Kiludziesięciu strażaków i policjantów poszukiwało ośmiolatki z Raciborza
Mała Natasza nie wróciła do domu ze szkoły. Poszukiwania zarządzono błyskawicznie z uwagi na panujący na dworze mróz.
Akcja poszukiwawcza rozpoczęła się wieczorem 7 stycznia około godz. 20:45. Strażacy (zawodowcy oraz ochotnicy z Brzezia, Markowic i Sudoła) i policjanci zebrali się pod Dywytą, gdzie dowódcy poinstruowali ich o wyglądzie 8-letniej Nataszy, uczennicy SP 15 w Raciborzu. Następnie ruszyli w teren, utrzymując ze sobą łączność radiową. W pierwszej kolejności patrolowano rejon ulic Opawskiej, Polnej, Pomnikowej i Skłodowskiej. W akcję zaangażowana była również rodzina zaginionej dziewczynki (wcześniej poszukiwała jej na własną rękę).
Poszukiwania zakończyły się sukcesem w niecałą godzinę od rozpoczęcia.
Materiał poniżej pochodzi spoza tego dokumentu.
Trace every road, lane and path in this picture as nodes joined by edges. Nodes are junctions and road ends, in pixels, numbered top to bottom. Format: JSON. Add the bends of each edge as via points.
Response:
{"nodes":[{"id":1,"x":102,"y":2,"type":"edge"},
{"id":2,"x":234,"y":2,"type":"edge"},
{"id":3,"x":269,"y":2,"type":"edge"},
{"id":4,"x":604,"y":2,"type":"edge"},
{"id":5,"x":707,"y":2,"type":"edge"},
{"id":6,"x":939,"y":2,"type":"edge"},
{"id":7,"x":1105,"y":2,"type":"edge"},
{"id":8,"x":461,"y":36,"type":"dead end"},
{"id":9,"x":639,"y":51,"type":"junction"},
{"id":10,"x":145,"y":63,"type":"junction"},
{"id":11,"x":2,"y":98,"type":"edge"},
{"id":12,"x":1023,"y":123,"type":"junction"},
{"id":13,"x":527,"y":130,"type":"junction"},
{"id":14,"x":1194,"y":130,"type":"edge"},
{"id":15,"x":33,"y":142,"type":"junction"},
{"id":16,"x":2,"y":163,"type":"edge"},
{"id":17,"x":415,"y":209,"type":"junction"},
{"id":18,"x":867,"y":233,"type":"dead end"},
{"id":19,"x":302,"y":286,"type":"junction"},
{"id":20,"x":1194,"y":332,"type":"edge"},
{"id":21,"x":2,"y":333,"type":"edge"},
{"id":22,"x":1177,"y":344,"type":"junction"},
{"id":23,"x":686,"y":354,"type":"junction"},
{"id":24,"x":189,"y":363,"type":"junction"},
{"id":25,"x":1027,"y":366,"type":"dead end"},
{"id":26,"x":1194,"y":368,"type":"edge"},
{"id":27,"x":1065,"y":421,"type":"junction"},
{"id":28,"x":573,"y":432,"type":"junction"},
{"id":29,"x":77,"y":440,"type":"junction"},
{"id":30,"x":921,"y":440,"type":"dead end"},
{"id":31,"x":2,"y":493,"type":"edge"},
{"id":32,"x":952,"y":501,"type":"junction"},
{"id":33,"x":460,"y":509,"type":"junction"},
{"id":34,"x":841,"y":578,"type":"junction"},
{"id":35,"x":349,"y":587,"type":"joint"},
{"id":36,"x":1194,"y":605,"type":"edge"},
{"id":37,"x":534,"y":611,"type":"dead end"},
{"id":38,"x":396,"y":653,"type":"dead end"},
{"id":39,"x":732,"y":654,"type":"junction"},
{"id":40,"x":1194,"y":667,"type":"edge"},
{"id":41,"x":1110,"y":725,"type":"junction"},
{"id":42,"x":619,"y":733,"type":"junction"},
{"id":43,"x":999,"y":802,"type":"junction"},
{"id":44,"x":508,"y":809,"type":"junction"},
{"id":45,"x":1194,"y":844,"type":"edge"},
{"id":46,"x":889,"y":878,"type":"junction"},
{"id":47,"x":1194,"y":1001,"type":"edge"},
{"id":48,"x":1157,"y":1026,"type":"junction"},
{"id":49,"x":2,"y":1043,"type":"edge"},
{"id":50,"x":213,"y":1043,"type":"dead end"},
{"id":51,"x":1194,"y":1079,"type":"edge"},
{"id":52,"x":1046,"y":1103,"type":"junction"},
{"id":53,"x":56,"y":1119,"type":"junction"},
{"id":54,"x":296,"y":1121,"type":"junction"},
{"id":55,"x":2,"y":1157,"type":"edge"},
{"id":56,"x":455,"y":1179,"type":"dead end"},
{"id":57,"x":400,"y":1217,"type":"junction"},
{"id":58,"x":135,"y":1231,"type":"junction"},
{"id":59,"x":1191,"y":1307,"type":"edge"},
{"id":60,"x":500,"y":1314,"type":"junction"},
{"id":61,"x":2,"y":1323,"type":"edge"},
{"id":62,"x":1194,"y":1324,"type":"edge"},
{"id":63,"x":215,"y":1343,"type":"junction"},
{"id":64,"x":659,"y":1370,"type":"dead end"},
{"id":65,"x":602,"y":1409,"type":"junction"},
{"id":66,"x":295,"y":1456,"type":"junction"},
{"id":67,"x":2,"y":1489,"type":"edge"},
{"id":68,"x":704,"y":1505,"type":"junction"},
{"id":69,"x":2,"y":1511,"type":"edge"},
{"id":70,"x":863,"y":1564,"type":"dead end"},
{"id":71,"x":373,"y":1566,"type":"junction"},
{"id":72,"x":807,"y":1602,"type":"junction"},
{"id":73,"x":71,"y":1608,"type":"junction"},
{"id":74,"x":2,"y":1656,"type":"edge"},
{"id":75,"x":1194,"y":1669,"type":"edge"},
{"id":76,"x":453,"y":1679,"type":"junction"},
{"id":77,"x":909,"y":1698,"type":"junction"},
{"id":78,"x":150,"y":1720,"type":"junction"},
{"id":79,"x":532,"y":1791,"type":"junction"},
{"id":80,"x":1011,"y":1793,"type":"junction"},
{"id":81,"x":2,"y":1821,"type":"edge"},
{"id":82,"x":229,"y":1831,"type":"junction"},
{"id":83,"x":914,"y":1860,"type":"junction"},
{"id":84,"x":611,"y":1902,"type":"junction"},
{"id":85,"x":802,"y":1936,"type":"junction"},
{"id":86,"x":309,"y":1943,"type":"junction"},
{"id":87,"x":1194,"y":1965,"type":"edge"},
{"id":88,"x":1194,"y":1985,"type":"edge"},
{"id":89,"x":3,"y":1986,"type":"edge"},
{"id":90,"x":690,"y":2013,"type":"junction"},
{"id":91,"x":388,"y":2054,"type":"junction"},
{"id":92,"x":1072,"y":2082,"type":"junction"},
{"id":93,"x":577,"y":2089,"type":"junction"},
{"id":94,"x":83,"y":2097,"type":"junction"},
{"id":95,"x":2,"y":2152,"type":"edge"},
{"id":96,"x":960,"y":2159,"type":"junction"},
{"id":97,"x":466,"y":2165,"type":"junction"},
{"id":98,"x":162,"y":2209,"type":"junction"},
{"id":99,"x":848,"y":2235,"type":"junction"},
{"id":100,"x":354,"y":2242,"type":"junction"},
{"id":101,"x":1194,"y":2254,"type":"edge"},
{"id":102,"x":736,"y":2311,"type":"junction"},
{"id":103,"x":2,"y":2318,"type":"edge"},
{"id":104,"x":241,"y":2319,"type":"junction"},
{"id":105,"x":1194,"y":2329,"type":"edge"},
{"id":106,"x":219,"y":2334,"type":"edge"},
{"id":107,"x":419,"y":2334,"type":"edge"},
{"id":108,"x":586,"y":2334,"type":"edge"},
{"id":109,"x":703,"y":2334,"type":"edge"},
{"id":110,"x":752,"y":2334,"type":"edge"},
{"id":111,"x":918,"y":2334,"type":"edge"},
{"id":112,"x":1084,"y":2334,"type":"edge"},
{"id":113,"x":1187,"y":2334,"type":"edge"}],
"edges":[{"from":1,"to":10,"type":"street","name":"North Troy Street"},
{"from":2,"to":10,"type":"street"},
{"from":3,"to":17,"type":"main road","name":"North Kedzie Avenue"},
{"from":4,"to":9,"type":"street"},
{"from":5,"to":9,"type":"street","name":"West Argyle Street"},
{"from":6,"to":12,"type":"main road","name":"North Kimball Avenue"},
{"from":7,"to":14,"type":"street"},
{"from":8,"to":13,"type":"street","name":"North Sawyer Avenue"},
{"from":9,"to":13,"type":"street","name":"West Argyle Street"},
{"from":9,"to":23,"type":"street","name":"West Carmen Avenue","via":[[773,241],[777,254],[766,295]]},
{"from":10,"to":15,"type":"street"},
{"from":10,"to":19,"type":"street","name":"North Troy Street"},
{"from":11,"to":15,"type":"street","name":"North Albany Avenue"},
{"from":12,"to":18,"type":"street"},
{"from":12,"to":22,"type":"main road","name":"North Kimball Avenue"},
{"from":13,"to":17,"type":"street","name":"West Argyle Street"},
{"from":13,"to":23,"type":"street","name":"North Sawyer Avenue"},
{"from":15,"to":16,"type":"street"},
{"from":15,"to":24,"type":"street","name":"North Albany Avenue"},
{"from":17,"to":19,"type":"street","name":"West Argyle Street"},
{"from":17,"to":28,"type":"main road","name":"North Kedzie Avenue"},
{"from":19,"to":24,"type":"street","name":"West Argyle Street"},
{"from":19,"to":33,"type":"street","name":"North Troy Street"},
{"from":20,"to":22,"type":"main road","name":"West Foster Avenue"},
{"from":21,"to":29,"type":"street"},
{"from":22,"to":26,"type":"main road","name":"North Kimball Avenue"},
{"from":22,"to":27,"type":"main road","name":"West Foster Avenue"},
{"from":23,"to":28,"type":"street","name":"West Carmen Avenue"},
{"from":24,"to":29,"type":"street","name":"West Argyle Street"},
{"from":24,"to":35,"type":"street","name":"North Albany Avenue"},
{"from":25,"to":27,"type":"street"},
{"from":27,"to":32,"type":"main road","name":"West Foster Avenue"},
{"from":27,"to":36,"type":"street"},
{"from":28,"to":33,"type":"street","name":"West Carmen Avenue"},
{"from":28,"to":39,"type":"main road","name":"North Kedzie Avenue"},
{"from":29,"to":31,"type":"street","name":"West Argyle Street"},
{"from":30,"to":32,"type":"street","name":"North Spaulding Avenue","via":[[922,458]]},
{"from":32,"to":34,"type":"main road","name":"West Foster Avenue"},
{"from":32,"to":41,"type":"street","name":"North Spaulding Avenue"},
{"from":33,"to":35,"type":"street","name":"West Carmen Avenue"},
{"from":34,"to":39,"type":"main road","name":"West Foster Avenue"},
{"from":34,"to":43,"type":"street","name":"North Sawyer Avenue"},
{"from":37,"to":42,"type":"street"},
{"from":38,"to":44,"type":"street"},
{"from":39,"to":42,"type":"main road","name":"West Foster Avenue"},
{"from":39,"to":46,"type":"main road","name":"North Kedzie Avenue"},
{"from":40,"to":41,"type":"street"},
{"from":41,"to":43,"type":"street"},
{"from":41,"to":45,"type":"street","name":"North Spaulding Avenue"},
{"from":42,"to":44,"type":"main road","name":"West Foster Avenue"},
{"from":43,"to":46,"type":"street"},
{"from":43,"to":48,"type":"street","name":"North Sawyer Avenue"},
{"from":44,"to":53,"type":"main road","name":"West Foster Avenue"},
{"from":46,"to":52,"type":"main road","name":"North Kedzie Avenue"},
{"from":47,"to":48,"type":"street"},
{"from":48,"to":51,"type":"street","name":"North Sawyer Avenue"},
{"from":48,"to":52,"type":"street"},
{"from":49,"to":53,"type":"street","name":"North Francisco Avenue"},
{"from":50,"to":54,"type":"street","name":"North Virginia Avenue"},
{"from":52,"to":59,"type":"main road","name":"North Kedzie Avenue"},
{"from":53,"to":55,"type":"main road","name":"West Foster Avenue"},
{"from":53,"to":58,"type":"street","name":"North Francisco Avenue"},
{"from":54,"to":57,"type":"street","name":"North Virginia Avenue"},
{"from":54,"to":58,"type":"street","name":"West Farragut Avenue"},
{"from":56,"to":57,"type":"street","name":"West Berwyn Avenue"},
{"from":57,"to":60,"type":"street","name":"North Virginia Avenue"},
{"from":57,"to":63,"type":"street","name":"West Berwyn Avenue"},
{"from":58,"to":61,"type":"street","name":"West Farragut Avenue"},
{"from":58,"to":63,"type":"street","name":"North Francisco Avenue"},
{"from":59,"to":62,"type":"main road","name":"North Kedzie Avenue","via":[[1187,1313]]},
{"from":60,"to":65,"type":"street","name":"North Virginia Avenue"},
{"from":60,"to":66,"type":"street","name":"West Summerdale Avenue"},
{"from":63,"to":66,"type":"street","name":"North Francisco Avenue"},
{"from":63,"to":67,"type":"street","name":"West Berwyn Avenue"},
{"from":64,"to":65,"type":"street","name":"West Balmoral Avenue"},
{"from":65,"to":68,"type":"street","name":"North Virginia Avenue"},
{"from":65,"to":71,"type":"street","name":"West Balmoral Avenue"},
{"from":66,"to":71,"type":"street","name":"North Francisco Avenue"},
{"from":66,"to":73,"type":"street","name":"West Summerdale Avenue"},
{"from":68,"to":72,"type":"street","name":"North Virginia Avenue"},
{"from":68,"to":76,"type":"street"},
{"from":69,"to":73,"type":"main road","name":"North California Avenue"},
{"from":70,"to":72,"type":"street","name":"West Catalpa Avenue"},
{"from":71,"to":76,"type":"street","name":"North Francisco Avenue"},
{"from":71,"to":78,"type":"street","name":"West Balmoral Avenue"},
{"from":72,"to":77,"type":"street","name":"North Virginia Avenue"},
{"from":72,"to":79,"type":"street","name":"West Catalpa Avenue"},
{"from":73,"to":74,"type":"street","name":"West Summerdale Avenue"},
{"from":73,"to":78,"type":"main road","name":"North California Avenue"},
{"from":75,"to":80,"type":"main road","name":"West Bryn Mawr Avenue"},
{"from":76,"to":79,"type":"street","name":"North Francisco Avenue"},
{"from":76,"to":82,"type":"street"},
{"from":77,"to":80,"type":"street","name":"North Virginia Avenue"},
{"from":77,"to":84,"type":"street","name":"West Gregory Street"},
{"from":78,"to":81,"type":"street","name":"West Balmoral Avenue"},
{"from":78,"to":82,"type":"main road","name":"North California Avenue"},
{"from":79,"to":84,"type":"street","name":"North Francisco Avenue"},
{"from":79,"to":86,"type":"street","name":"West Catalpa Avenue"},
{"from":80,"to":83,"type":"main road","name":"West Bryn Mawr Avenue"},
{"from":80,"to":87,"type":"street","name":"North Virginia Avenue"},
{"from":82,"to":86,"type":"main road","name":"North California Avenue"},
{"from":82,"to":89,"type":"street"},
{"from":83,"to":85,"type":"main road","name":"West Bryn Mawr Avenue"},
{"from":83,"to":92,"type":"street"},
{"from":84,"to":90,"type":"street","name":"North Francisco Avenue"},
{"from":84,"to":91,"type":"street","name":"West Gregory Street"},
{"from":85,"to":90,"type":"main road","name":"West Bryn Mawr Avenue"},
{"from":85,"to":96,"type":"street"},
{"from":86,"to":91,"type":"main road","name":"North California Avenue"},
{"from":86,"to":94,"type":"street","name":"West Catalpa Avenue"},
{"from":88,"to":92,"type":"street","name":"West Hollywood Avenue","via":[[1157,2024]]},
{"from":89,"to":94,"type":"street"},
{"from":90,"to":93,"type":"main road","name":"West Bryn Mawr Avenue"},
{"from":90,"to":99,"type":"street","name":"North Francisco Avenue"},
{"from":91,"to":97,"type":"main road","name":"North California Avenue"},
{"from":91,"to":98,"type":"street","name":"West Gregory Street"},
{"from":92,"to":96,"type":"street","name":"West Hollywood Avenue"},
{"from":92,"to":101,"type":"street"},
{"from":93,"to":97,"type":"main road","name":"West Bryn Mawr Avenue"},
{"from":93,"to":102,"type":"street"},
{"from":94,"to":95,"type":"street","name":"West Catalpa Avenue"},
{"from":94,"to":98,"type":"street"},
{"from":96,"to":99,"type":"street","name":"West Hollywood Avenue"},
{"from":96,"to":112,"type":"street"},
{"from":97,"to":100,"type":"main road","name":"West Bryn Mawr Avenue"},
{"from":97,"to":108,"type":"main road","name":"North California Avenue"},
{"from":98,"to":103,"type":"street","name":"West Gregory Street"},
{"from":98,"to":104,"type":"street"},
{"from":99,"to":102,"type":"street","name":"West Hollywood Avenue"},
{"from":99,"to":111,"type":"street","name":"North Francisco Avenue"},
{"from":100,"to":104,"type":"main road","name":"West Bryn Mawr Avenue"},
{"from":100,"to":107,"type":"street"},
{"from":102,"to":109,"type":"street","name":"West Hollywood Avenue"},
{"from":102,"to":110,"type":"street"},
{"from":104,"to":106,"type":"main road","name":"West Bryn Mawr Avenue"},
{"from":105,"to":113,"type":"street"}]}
Z naszych informacji wynika, że dziewczynka została odnaleziona nieopodal sklepu Netto przy ul. Opawskiej w Raciborzu przez jeden z patroli prewencji. Okazało się, że po szkole poszła do kolegi. Patrol prewencji znalazł ją, gdy wracała już do domu.
Smarkula dostać taką karę aby jej się odechciało podobnych eskapad
Z jednej strony racja, z drugiej jednak mogli zakładać, ze uzgodniła to z rodzicami.
To rodzice kolegi nie zainteresowali sie ze do tak poznej pory przebywa u nich osmiolatka??????
No to łajza z dziewczynki. Takie rzeczy trzeba uzgadniać z rodzicami.